DATA UNDER STUDY -
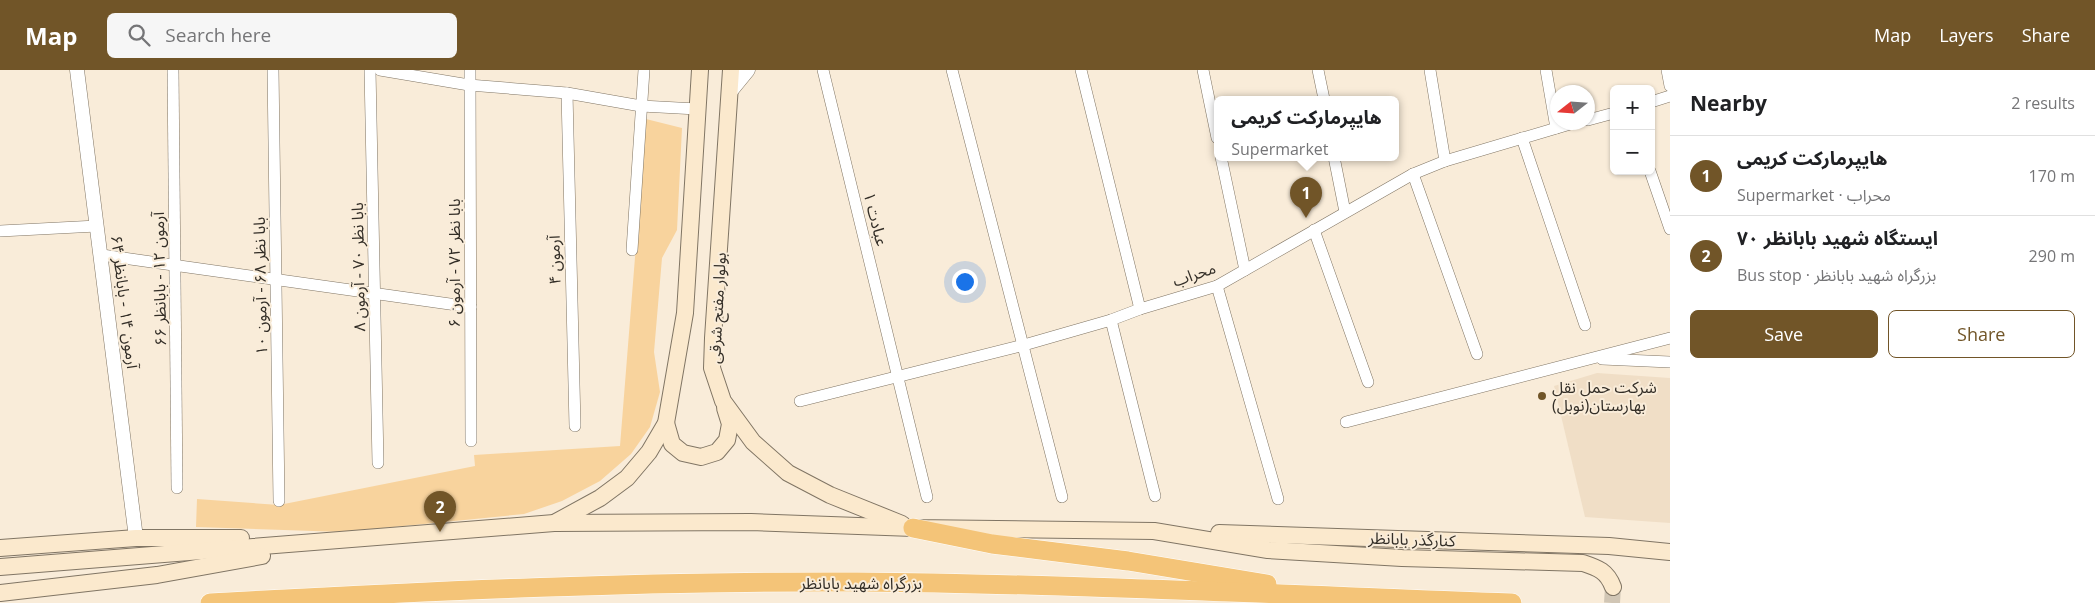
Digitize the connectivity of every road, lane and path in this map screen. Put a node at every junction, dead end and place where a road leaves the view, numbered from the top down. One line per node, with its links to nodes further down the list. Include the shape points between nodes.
1 (77, 70): 41 (street, آرمون ۱۴ - بابانظر ۶۴)
2 (173, 70): 47 (street, آرمون ۱۲ - بابانظر ۶۶)
3 (273, 70): 49 (street, بابا نظر ۶۸ - آرمون ۱۰)
4 (370, 70): 51 (street, بابا نظر ۷۰ - آرمون ۸)
5 (380, 70): 19 (street)
6 (470, 70): 20 (street, بابا نظر ۷۲ - آرمون ۶)
7 (644, 70): 28 (street)
8 (700, 70): 29 (main road, بولوار مفتح شرقی)
9 (731, 70): 22 (main road, بولوار مفتح شرقی)
10 (748, 70): 22 (street)
11 (823, 70): 61 (street, عبادت ۱)
12 (952, 70): 57 (street)
13 (1081, 70): 53 (street)
14 (1203, 70): 32 (street)
15 (1318, 70): 25 (street)
16 (1430, 70): 37 (street)
17 (1546, 70): 24 (street)
18 (1667, 70): 21 (street)
19 (393, 71): 20 (street)
20 (469, 85): 23 (street); 52 (street, بابا نظر ۷۲ - آرمون ۶)
21 (1670, 86)
22 (730, 92): 63 (main road, بولوار مفتح شرقی, via 712,368)
23 (566, 93): 28 (street); 67 (street, آرمون ۴)
24 (1550, 93)
25 (1323, 96)
26 (1670, 96): 27 (street)
27 (1655, 101)
28 (641, 106): 29 (street); 45 (street)
29 (697, 110): 66 (main road, بولوار مفتح شرقی, via 684,313)
30 (1610, 114): 31 (street)
31 (1595, 118)
32 (1214, 123)
33 (1550, 130): 34 (street, محراب)
34 (1522, 138): 37 (street, محراب); 55 (street)
35 (1222, 161): 48 (street)
36 (1335, 161): 40 (street)
37 (1445, 161): 38 (street, محراب)
38 (1413, 174): 40 (street, محراب); 58 (street)
39 (1651, 175): 42 (street)
40 (1345, 212): 43 (street, محراب)
41 (98, 226): 44 (street); 46 (street, آرمون ۱۴ - بابانظر ۶۴)
42 (1670, 229)
43 (1314, 230): 48 (street, محراب); 62 (street)
44 (0, 231)
45 (632, 250)
46 (102, 255): 47 (street); 79 (street, آرمون ۱۴ - بابانظر ۶۴)
47 (175, 266): 49 (street); 70 (street, آرمون ۱۲ - بابانظر ۶۶)
48 (1245, 270): 50 (street, محراب)
49 (276, 280): 51 (street); 75 (street, بابا نظر ۶۸ - آرمون ۱۰)
50 (1217, 286): 53 (street, محراب); 74 (street)
51 (375, 293): 52 (street); 69 (street, بابا نظر ۷۰ - آرمون ۸)
52 (471, 307): 68 (street, بابا نظر ۷۲ - آرمون ۶)
53 (1140, 309): 54 (street, محراب)
54 (1111, 320): 57 (street, محراب); 71 (street)
55 (1584, 324)
56 (1670, 338): 59 (street)
57 (1024, 345): 61 (street, محراب); 73 (street)
58 (1476, 354)
59 (1589, 358): 60 (street); 65 (street)
60 (1670, 362)
61 (898, 376): 64 (street, محراب); 72 (street, عبادت ۱)
62 (1368, 382)
63 (723, 401): 66 (main road, via 730,424 727,440 717,452 701,457 683,454 672,444); 77 (main road, بولوار مفتح شرقی, via 753,442 788,473 830,495)
64 (800, 402)
65 (1346, 422)
66 (666, 423): 76 (main road, بولوار مفتح شرقی, via 649,452 627,478 600,498)
67 (575, 426)
68 (471, 441)
69 (378, 464)
70 (177, 488)
71 (1155, 496)
72 (927, 497)
73 (1062, 497)
74 (1278, 498)
75 (279, 501)
76 (554, 523): 77 (main road, via 752,522); 80 (main road)
77 (913, 528): 78 (main road); 86 (highway, via 992,544)
78 (1154, 531): 82 (main road, کنارگذر بابانظر, via 1609,546); 84 (main road, via 1268,550 1583,563 1601,569 1609,577)
79 (136, 538): 80 (main road); 81 (main road)
80 (353, 539): 83 (main road); 85 (main road, via 157,575)
81 (0, 548)
82 (1670, 552)
83 (0, 567)
84 (1612, 587)
85 (0, 593)
86 (1352, 597): 87 (highway, بزرگراه شهید بابانظر, via 854,582 604,585); 88 (highway, بزرگراه شهید بابانظر)
87 (210, 603)
88 (1512, 603)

GOAL OF THE EXERCISE -
Tally the lines of the entries that include the word "بابانظر" and give only the total.

THE ANSWER -
7